- Provided entries

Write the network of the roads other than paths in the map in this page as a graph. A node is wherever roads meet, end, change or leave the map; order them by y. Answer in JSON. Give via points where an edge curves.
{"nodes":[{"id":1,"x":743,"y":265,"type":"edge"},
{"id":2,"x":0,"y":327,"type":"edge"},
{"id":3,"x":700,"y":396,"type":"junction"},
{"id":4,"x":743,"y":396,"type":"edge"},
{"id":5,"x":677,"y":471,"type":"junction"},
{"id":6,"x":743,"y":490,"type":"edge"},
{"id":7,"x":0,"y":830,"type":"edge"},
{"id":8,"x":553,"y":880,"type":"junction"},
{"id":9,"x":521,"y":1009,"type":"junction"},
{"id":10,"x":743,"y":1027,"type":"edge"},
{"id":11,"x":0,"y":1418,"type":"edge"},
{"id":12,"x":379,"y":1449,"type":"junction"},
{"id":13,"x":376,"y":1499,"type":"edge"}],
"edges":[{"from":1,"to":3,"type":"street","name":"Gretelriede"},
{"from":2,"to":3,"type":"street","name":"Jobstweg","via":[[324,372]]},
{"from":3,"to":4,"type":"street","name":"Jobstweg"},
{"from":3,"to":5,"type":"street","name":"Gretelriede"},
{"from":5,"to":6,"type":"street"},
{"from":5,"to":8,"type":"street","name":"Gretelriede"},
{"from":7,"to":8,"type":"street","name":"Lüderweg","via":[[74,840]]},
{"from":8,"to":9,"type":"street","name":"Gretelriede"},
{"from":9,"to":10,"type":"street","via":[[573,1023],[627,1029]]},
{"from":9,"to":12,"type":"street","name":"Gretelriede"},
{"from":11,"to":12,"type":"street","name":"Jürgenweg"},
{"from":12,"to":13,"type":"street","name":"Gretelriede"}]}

- What the exercise asks
In the records above, find every line containing the word "junction" and show it.

- Written solution
{"id":3,"x":700,"y":396,"type":"junction"},
{"id":5,"x":677,"y":471,"type":"junction"},
{"id":8,"x":553,"y":880,"type":"junction"},
{"id":9,"x":521,"y":1009,"type":"junction"},
{"id":12,"x":379,"y":1449,"type":"junction"},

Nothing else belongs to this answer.